The way ahead is to listen and understand the way Rohith Vemula and Kanhaiya Kumar have become symbols of a simmering multitude that cannot simply be pushed away or cowed down through the use of force. Even nationalism demands a dialogue. Love for the nation has to be nurtured, not shoved down throats. Diversity has to be acknowledged, not merely by recognizing various social identities, but the ideas that come with them.
Finally, to eventually resolve the Kashmir issue (we will analyse this issue in some detail in the next section), we need to empathize with why Kashmiris feel so distanced from India, and wedge open a social narrative on the growing majoritarianism and radicalization of the Kashmiri youth, problems of Kashmiri Pandits and their resettlement, and unresolved issues of gender and religion, among other not-so-agreeable features of Kashmiri society. But in order to produce such a dialogue, we need to look into ourselves. Are we prepared for the social spaces that such a political dialogue requires or are we filled with the fear of diversity?
BJP/RSS and Tacit Consent
The developments after the crackdown on JNU have surprised and offended the democratic sensibilities of many who have been reflecting and demanding a right to free speech and arguing that dissent is not sedition and that difference of opinion is not necessarily anti-national. However, BJP, on its part, has not dithered from moving from one offensive step to the next. It began with an outrageous arrest of the JNU student union president without any evidence, followed by an assault on him and the assault on journalists and others at court apparently by lawyers, where the police, in an act of brazen impunity, simply looked the other way.42 Furthermore, the then Delhi police commissioner B.S. Bassi asked for evidence against the lawyers even when their video was all over the news. Along with this, Bassi came up with a statement saying that students needed to prove their innocence.43 This, in a sense, stands for a certain kind of brazenness with which support is mobilized for the government in general. As a sideshow, BJP Members of Legislative Assembly (MLAs) joined the chorus to make the event even more muscular. To begin with, O.P. Sharma beat up a Communist Party of India (CPI) activist, later alleging that it was in response to some anti-India slogans that the activist had raised.44 A Rajasthan MLA asked for Rahul Gandhi to be shot dead for participating in a public meeting in support of Kanhaiya Kumar, while another MLA asked D. Raja of the CPI to shoot his daughter for extending support to Umar Khalid.45 The official BJP spokesperson offered only a token disclaimer but never promised to act against either the lawyers or the MLAs. Much of this was countered as a violation of constitutional morality. Why does the BJP not dither even in the light of mounting criticism and disapproval of the media, academics, legal experts, and other political parties?

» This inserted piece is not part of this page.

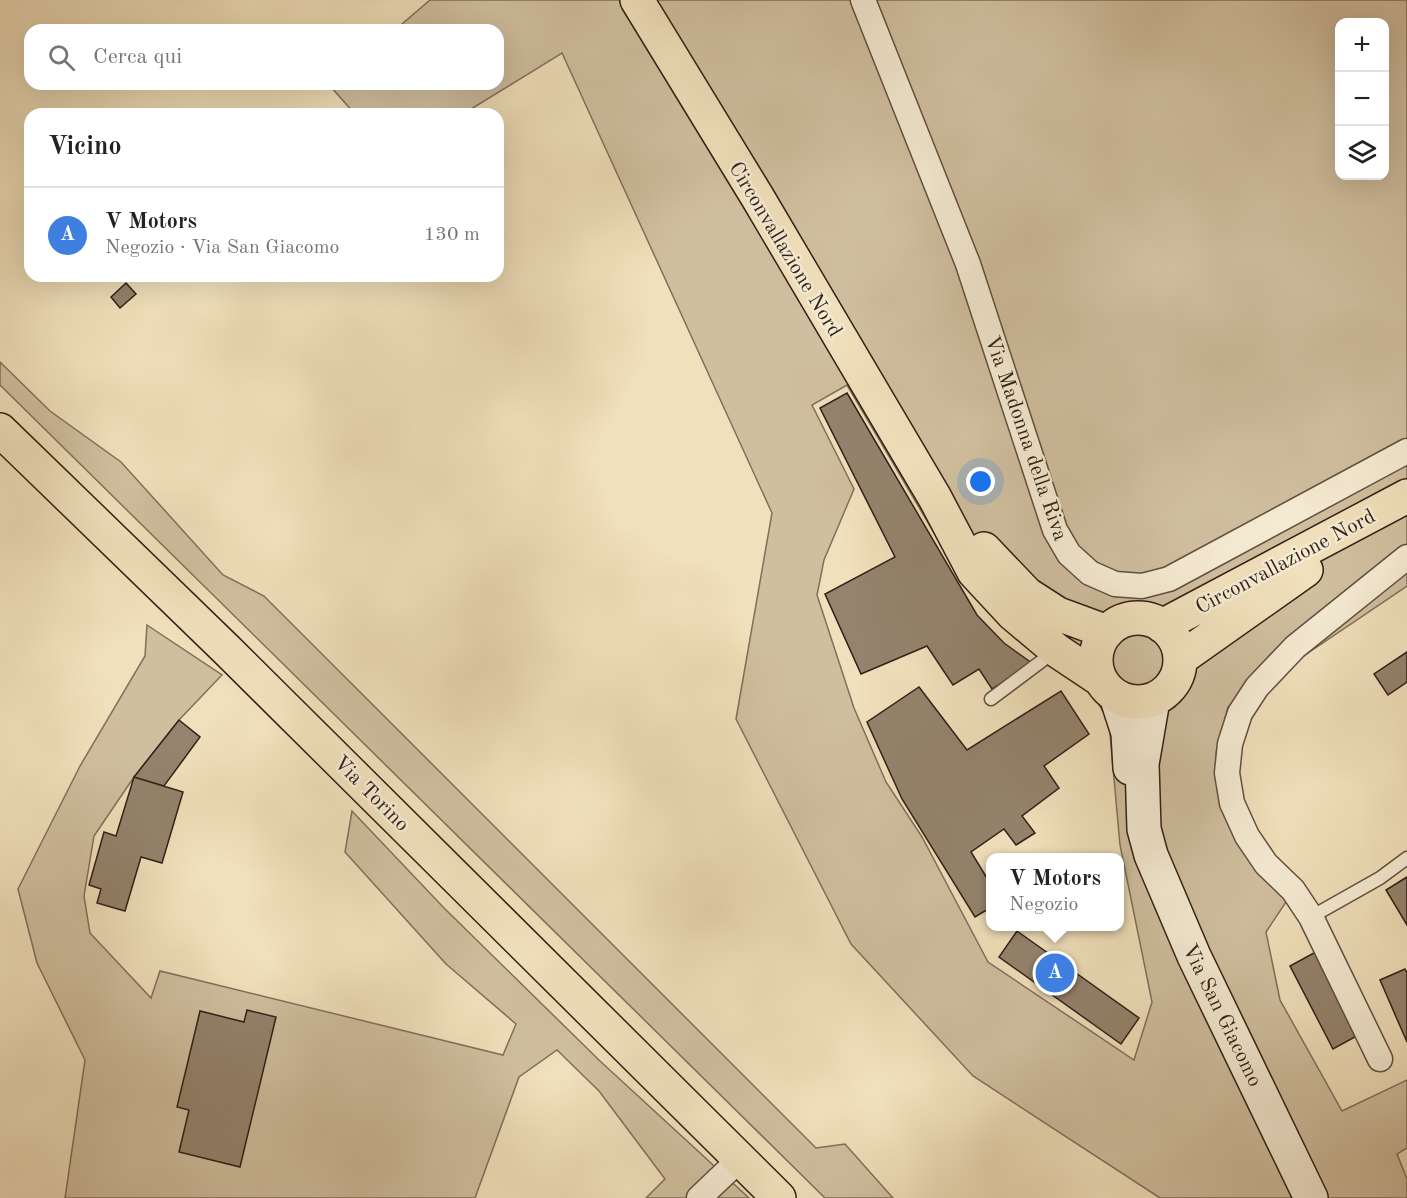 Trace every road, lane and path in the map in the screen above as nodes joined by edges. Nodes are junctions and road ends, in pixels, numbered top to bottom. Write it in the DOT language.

It is perhaps because it is clear as to who it is catering to in staging a spectacle of this nature Even a casual conversation with an auto driver, a street vendor, a shopkeeper, and neighbours in a South Delhi colony would allow one to understand that there is a section among us that does not only approve of but wishes to push and even perhaps participate in public acts of what they feel is patriotism. As one among the lawyers from the Patiala House Court hooliganism row revealed on a video, even the police said they would have joined the assault had they not been in their uniforms.46 The approval is not merely among the subaltern classes, it is perhaps stronger among the upwardly mobile middle class, which has come to value security more than freedom. The ultra-nationalism of the BJP-RSS kind seems to be a tipping point for the sociological distinctions between the elite and the subaltern. It is understandable why various sections of the society have begun to lay premium on security rather than freedom when everyday life is constituted by violations of law—not as an exception but as a norm. The outrage we witnessed at court along with the violent declarations of BJP MLAs, speaks of a malaise more rampant than we would want to believe. Does it look like an aberration only when it gets into media and we watch it from the comfort of our drawing rooms? If one only looks closer, it is evident that public assault—be it of women found drunk in Guwahati, Africans in Delhi and Bangalore, or by khap panchayats in Haryana—is more routinized and less organized. Even the more organized protests of the kind we witnessed against the 16 December rape case, Nirbhaya, in Delhi used the language of public lynching and castration and demanded death penalty for the accused. Along with these public spectacles that draw silent justification and consent for vigilante justice, there is the omnipresent language of the security state that seems to justify collateral damage, extrajudicial killings, and exceptionalism. One needs to only watch one of these successful Bollywood cop movies where a super cop relishes an encounter or an act of delivering street ‘justice’.
‘Bharat Mata ki Jai’ and Vigilante Justice
The roots of the brazenness that BJP pursues also exist in the way our public morality works. It is, therefore, not surprising that anti-national activities also should, as a rule, go with ‘naked dancing, alcoholism and use of condoms’ in JNU, as one of the BJP MLAs remarked.47 In public morality, perhaps this makes sense. Sexual freedom, freedom to choose one’s life partner, and freedom of speech and anti-national activities are not as far away as we perhaps imagine them to be. Nationalism, patriotism, and symbols that accompany this language are not manufactured only by the BJP. One has to only pause and look back at the famous movement led by Anna Hazare to realize that the symbolism was so common to what we are witnessing today—from slogans of ‘Bharat Mata ki Jai’ and ‘Vande Mataram’ to waving the national flag and celebrating celibacy and teetotalism as patriotic virtues. What we witnessed with regard to JNU is not an exclusive creation of the BJP and the RSS. Instead, BJP is only consolidating what is perhaps a more general sense of public morality in India. It is to this constituency that the BJP responds and therefore believes that it can afford to ignore and slight those in support of the agitating students in JNU. It is an interrogation of the morality, language, and symbolism that goes in the name of popular culture and populism that we would begin to make gains against spaces that are closing in on us. The present political dispensation under Mr Modi has undoubtedly provided us with an opportunity, and we need to only look beyond the smokescreen.